▶ Requirement:
If a line in the entries below includes "change", pick it out and copy it.
***
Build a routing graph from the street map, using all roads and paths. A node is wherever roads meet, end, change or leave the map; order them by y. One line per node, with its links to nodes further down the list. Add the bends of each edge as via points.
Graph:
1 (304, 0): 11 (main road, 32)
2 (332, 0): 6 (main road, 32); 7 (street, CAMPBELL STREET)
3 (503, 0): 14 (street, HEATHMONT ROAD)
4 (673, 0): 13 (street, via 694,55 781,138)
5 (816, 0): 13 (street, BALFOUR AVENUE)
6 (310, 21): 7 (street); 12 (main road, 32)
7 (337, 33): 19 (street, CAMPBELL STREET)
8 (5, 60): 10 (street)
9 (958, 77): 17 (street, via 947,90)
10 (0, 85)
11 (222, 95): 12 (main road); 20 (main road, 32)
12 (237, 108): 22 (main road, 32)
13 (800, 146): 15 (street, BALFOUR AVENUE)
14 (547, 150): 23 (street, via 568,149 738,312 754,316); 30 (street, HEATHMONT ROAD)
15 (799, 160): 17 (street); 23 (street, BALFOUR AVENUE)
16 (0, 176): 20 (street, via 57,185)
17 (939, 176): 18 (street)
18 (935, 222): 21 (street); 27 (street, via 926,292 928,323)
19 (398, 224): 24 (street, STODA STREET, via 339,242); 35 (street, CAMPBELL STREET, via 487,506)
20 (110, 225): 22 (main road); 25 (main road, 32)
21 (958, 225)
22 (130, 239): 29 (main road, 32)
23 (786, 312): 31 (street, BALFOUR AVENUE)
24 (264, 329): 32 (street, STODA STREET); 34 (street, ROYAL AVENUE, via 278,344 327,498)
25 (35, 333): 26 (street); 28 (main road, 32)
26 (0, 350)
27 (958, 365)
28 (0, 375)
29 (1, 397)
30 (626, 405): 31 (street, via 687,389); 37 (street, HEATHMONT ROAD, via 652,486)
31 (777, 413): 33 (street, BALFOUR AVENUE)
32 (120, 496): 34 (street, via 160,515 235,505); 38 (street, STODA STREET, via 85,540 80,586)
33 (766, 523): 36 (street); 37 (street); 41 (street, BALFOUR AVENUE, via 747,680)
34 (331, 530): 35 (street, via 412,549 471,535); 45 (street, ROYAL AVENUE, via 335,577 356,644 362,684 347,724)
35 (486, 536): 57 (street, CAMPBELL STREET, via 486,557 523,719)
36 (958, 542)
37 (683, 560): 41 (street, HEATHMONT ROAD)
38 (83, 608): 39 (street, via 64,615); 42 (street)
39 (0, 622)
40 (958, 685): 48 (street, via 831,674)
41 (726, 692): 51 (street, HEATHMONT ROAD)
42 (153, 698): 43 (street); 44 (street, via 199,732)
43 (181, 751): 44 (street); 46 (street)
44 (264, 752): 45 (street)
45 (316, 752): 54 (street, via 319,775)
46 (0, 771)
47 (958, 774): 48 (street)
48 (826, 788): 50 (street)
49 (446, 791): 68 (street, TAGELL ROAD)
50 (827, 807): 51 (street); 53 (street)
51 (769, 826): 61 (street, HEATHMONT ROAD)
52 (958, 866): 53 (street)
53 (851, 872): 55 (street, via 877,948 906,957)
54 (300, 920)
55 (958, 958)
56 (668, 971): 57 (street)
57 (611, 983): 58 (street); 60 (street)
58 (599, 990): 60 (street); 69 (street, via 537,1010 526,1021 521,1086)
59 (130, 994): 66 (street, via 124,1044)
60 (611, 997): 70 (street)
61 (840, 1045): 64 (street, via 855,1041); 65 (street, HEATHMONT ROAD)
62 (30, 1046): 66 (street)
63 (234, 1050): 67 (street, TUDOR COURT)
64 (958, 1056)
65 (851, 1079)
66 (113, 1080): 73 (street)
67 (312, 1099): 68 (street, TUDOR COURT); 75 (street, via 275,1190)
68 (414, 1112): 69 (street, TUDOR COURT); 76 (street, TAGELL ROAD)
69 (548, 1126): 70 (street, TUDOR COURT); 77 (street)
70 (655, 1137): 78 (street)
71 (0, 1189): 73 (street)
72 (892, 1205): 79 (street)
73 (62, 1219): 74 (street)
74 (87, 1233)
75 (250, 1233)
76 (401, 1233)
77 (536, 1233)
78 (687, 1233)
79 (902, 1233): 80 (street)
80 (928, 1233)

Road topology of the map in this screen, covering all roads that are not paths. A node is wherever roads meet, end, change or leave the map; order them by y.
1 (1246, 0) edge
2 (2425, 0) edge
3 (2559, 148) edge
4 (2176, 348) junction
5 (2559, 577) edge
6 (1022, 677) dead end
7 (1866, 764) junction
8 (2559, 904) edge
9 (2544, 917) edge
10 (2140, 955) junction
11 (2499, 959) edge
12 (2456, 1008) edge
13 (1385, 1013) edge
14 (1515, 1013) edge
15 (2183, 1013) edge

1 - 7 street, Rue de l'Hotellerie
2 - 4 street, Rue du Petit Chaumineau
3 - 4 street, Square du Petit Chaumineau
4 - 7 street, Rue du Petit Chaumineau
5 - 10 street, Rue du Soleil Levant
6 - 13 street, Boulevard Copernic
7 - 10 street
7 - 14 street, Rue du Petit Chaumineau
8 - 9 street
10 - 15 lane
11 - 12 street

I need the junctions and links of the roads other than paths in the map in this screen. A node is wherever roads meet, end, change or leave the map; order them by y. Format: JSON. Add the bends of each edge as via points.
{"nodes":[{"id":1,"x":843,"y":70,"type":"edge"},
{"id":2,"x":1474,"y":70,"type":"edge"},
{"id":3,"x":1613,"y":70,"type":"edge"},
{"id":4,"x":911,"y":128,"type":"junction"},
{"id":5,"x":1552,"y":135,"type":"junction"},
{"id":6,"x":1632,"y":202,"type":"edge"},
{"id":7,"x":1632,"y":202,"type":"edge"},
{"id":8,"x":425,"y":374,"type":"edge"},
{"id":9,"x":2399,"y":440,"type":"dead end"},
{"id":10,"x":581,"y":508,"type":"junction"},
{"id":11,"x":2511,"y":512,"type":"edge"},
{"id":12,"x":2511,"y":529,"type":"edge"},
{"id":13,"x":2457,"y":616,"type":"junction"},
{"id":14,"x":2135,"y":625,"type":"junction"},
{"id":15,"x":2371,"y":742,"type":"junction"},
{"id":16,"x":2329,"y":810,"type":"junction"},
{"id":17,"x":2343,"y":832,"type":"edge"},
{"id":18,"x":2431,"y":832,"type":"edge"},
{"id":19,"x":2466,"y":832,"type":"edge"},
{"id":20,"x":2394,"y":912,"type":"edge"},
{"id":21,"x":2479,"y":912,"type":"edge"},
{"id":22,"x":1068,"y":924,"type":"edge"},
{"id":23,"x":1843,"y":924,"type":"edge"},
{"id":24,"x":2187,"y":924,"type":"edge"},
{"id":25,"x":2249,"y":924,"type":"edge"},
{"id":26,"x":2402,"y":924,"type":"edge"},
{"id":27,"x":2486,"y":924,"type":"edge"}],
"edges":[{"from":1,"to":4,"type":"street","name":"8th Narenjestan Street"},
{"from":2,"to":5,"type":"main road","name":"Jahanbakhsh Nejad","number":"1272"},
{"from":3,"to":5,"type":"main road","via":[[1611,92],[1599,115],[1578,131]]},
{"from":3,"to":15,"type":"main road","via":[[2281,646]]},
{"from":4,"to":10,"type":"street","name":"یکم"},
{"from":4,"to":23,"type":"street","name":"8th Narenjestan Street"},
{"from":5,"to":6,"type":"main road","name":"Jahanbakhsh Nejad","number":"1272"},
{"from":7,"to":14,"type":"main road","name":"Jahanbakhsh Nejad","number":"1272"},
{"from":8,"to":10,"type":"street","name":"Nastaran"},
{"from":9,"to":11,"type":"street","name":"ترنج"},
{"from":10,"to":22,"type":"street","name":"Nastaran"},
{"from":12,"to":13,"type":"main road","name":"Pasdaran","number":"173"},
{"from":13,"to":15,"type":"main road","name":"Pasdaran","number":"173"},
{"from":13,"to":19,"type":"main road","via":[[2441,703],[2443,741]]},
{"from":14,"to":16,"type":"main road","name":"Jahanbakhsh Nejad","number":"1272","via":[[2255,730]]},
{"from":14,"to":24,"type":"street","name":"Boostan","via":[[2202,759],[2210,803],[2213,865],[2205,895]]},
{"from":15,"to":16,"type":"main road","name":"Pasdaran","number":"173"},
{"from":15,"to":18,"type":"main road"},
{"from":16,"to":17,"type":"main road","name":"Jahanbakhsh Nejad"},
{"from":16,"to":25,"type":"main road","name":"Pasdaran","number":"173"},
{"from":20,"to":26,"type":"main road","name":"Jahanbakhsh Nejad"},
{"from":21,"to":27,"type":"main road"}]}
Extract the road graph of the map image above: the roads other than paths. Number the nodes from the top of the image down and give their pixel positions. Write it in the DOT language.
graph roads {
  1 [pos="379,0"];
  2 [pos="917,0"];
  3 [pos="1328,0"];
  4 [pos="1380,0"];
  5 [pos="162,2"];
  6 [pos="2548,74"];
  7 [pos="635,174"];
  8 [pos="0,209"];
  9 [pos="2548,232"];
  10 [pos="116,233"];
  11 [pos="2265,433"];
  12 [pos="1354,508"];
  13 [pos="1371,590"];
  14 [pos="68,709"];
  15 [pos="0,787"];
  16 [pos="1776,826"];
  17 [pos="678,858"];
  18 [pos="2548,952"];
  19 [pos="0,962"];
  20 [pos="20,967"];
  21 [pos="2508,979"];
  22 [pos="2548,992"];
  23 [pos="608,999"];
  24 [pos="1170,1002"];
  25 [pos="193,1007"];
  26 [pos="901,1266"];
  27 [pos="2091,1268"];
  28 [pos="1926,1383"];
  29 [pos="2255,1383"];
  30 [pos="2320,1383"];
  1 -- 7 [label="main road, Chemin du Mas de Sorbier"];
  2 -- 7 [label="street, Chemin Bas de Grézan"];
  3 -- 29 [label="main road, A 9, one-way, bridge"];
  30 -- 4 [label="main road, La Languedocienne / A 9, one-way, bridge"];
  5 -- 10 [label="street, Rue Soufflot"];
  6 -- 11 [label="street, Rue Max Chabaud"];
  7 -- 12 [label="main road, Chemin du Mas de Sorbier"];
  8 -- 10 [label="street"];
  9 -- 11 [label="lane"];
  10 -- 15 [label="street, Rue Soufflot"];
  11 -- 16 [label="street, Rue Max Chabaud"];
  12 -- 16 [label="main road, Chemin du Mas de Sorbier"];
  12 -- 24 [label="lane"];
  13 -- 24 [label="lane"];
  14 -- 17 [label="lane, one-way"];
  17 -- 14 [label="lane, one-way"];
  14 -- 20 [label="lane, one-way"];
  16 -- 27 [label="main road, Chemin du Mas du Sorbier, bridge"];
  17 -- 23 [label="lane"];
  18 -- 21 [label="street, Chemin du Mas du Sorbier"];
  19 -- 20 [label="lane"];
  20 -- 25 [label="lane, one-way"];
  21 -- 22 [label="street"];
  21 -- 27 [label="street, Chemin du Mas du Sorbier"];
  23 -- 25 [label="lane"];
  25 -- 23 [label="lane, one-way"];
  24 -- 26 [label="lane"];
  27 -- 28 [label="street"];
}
***
▶ Answer section:
Build a routing graph from the street map, using all roads and paths. A node is wherever roads meet, end, change or leave the map; order them by y. One line per node, with its links to nodes further down the list. Add the bends of each edge as via points.
Road topology of the map in this screen, covering all roads that are not paths. A node is wherever roads meet, end, change or leave the map; order them by y.
I need the junctions and links of the roads other than paths in the map in this screen. A node is wherever roads meet, end, change or leave the map; order them by y. Format: JSON. Add the bends of each edge as via points.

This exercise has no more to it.